___ Extracted information

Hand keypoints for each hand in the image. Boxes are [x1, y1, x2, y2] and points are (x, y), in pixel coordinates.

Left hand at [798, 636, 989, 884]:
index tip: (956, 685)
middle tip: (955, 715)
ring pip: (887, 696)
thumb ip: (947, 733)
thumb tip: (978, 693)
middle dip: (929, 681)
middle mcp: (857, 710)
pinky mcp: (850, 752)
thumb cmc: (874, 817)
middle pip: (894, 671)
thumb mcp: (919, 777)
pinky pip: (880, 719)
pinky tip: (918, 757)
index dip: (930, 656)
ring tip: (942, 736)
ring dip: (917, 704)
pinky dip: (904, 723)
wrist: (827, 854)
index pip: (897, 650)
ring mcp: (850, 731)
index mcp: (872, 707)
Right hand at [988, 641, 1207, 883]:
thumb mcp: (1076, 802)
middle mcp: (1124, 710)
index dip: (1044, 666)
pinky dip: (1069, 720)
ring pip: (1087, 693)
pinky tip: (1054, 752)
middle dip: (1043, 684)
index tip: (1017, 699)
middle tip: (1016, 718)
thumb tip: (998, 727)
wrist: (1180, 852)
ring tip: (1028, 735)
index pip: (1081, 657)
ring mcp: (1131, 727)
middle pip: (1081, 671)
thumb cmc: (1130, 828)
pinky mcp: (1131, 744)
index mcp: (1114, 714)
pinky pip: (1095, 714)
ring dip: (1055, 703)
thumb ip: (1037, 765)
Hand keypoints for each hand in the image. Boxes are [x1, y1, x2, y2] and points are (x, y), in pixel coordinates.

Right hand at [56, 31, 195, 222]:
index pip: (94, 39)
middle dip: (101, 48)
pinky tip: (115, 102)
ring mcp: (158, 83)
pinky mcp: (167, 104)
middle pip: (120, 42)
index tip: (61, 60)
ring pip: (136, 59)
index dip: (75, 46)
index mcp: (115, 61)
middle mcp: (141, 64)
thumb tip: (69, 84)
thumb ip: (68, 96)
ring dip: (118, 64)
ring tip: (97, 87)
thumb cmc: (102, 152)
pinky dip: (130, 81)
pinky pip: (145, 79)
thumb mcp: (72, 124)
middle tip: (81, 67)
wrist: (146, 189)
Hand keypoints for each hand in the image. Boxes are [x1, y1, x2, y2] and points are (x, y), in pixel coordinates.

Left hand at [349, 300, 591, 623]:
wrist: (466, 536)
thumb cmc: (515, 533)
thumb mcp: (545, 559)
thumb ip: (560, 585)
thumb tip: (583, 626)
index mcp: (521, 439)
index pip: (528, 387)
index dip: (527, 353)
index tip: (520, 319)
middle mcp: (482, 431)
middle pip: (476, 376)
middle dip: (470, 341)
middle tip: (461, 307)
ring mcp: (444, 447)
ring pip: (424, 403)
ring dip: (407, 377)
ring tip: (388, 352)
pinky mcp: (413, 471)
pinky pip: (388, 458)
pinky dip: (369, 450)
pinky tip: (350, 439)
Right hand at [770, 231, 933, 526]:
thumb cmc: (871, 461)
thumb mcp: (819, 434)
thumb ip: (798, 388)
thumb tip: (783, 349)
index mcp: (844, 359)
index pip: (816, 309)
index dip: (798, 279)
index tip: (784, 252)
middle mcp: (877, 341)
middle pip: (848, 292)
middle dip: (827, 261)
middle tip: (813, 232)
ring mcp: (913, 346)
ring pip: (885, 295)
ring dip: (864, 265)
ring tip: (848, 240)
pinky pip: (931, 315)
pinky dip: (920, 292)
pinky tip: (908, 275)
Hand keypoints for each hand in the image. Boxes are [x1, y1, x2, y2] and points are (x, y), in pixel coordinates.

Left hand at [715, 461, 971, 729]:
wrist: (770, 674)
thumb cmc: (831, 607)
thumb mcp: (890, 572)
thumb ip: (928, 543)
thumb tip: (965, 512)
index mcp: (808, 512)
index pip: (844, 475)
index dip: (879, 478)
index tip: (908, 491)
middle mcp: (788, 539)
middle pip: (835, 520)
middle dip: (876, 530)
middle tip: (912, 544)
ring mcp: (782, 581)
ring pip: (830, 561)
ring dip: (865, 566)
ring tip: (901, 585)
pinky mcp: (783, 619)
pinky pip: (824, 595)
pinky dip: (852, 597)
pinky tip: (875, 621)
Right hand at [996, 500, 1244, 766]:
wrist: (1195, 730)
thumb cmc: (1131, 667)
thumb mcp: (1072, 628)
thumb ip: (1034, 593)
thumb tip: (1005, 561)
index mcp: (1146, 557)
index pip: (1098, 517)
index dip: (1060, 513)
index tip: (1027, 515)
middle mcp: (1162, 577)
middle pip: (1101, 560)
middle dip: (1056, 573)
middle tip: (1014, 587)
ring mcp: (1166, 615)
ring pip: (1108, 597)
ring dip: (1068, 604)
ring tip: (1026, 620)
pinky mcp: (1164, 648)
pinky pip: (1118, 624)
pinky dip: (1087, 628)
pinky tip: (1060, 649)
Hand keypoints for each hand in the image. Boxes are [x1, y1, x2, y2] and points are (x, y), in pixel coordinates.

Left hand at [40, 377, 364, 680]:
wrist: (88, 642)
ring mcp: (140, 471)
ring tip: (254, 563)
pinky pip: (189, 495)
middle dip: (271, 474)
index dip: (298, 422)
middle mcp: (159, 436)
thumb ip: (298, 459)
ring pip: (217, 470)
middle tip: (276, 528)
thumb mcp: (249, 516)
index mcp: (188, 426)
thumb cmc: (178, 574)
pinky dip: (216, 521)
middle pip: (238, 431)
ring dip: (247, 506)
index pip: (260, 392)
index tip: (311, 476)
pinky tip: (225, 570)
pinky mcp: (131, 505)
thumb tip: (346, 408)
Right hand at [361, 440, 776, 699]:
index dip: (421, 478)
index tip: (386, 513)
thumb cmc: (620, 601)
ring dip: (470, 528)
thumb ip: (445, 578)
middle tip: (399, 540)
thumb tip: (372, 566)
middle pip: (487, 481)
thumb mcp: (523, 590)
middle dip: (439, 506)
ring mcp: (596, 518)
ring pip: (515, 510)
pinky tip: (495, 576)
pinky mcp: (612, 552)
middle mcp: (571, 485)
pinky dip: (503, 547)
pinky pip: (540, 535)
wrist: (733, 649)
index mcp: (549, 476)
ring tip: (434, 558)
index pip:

______

## Task
Line by line, reproduce the material exactly.

## Solution to the exercise
Hand keypoints for each hand in the image. Boxes are [x1, y1, x2, y2] and points are (x, y), in pixel coordinates.

Left hand at [798, 636, 989, 884]:
index tip: (956, 685)
middle tip: (955, 715)
ring pip: (887, 696)
thumb ip: (947, 733)
thumb tip: (978, 693)
middle dip: (929, 681)
middle mcp: (857, 710)
pinky mcp: (850, 752)
thumb cmc: (874, 817)
middle pip: (894, 671)
thumb mcp: (919, 777)
pinky pip: (880, 719)
pinky tip: (918, 757)
index dip: (930, 656)
ring tip: (942, 736)
ring dip: (917, 704)
pinky dip: (904, 723)
wrist: (827, 854)
index pip: (897, 650)
ring mcp: (850, 731)
index mcp: (872, 707)
Right hand at [988, 641, 1207, 883]:
thumb mcp: (1076, 802)
middle mcp: (1124, 710)
index dip: (1044, 666)
pinky dip: (1069, 720)
ring pip: (1087, 693)
pinky tip: (1054, 752)
middle dip: (1043, 684)
index tip: (1017, 699)
middle tip: (1016, 718)
thumb tip: (998, 727)
wrist: (1180, 852)
ring tip: (1028, 735)
index pip: (1081, 657)
ring mcp: (1131, 727)
middle pip: (1081, 671)
thumb cmc: (1130, 828)
pinky mcp: (1131, 744)
index mcp: (1114, 714)
pinky pip: (1095, 714)
ring dip: (1055, 703)
thumb ip: (1037, 765)
Hand keypoints for each hand in the image. Boxes are [x1, y1, x2, y2] and points are (x, y), in pixel coordinates.

Right hand at [56, 31, 195, 222]:
index pip: (94, 39)
middle dip: (101, 48)
pinky tip: (115, 102)
ring mcp: (158, 83)
pinky mcp: (167, 104)
middle pip: (120, 42)
index tip: (61, 60)
ring pip: (136, 59)
index dip: (75, 46)
index mcp: (115, 61)
middle mcp: (141, 64)
thumb tip: (69, 84)
thumb ip: (68, 96)
ring dip: (118, 64)
ring tip: (97, 87)
thumb cmc: (102, 152)
pinky dip: (130, 81)
pinky pip: (145, 79)
thumb mcp: (72, 124)
middle tip: (81, 67)
wrist: (146, 189)
Hand keypoints for each hand in the image. Boxes are [x1, y1, x2, y2] and points are (x, y), in pixel coordinates.

Left hand at [349, 300, 591, 623]:
wrist: (466, 536)
thumb cmc: (515, 533)
thumb mcp: (545, 559)
thumb ip: (560, 585)
thumb tip: (583, 626)
index mcp: (521, 439)
index pip: (528, 387)
index dip: (527, 353)
index tip: (520, 319)
middle mcp: (482, 431)
middle pip: (476, 376)
middle dip: (470, 341)
middle tip: (461, 307)
ring mcp: (444, 447)
ring pip: (424, 403)
ring dip: (407, 377)
ring tip: (388, 352)
pinky mcp: (413, 471)
pinky pip: (388, 458)
pinky dip: (369, 450)
pinky tip: (350, 439)
Right hand at [770, 231, 933, 526]:
thumb cmc: (871, 461)
thumb mcp: (819, 434)
thumb ip: (798, 388)
thumb tip: (783, 349)
index mcp: (844, 359)
index pip: (816, 309)
index dip: (798, 279)
index tip: (784, 252)
middle mcp: (877, 341)
middle pip: (848, 292)
middle dip: (827, 261)
middle tip: (813, 232)
ring mcp: (913, 346)
ring pip: (885, 295)
ring dip: (864, 265)
ring tip: (848, 240)
pinky pip: (931, 315)
pinky dip: (920, 292)
pinky tip: (908, 275)
Hand keypoints for each hand in the image. Boxes are [x1, y1, x2, y2] and points are (x, y), in pixel coordinates.

Left hand at [715, 461, 971, 729]:
wrist: (770, 674)
thumb cmc: (831, 607)
thumb mcp: (890, 572)
thumb ip: (928, 543)
thumb tip: (965, 512)
index mcp: (808, 512)
index pip: (844, 475)
index dip: (879, 478)
index tip: (908, 491)
middle mcp: (788, 539)
middle pip: (835, 520)
middle dip: (876, 530)
middle tip: (912, 544)
ring mcp: (782, 581)
ring pip: (830, 561)
ring dip: (865, 566)
ring tip: (901, 585)
pinky mcp: (783, 619)
pinky pip: (824, 595)
pinky dip: (852, 597)
pinky tip: (875, 621)
Right hand at [996, 500, 1244, 766]:
wrist: (1195, 730)
thumb cmc: (1131, 667)
thumb mcp: (1072, 628)
thumb ip: (1034, 593)
thumb tip: (1005, 561)
index mcp: (1146, 557)
index pip: (1098, 517)
index dip: (1060, 513)
index tip: (1027, 515)
middle mcp: (1162, 577)
middle pip: (1101, 560)
middle dip: (1056, 573)
middle tip: (1014, 587)
ring mcp: (1166, 615)
ring pip: (1108, 597)
ring dip: (1068, 604)
ring tip: (1026, 620)
pinky mcp: (1164, 648)
pinky pip: (1118, 624)
pinky dip: (1087, 628)
pinky tip: (1060, 649)
Hand keypoints for each hand in the image. Boxes are [x1, y1, x2, y2] and points are (x, y), in pixel coordinates.

Left hand at [40, 377, 364, 680]:
wrist: (88, 642)
ring mcp: (140, 471)
ring tip: (254, 563)
pinky pip: (189, 495)
middle dip: (271, 474)
index dip: (298, 422)
middle mcp: (159, 436)
thumb ip: (298, 459)
ring pip: (217, 470)
middle tip: (276, 528)
thumb mcp: (249, 516)
index mcp: (188, 426)
thumb cmc: (178, 574)
pinky dip: (216, 521)
middle pip: (238, 431)
ring dip: (247, 506)
index pip: (260, 392)
index tip: (311, 476)
pinky tip: (225, 570)
pinky mcp: (131, 505)
thumb tip: (346, 408)
Right hand at [361, 440, 776, 699]:
index dip: (421, 478)
index tip: (386, 513)
thumb cmc: (620, 601)
ring dip: (470, 528)
thumb ip: (445, 578)
middle tip: (399, 540)
thumb tip: (372, 566)
middle pip: (487, 481)
thumb mcp: (523, 590)
middle dip: (439, 506)
ring mcp: (596, 518)
ring pip: (515, 510)
pinky tip: (495, 576)
pinky mcp: (612, 552)
middle mcp: (571, 485)
pinky dip: (503, 547)
pinky pip: (540, 535)
wrist: (733, 649)
index mcp: (549, 476)
ring tip: (434, 558)
index pip:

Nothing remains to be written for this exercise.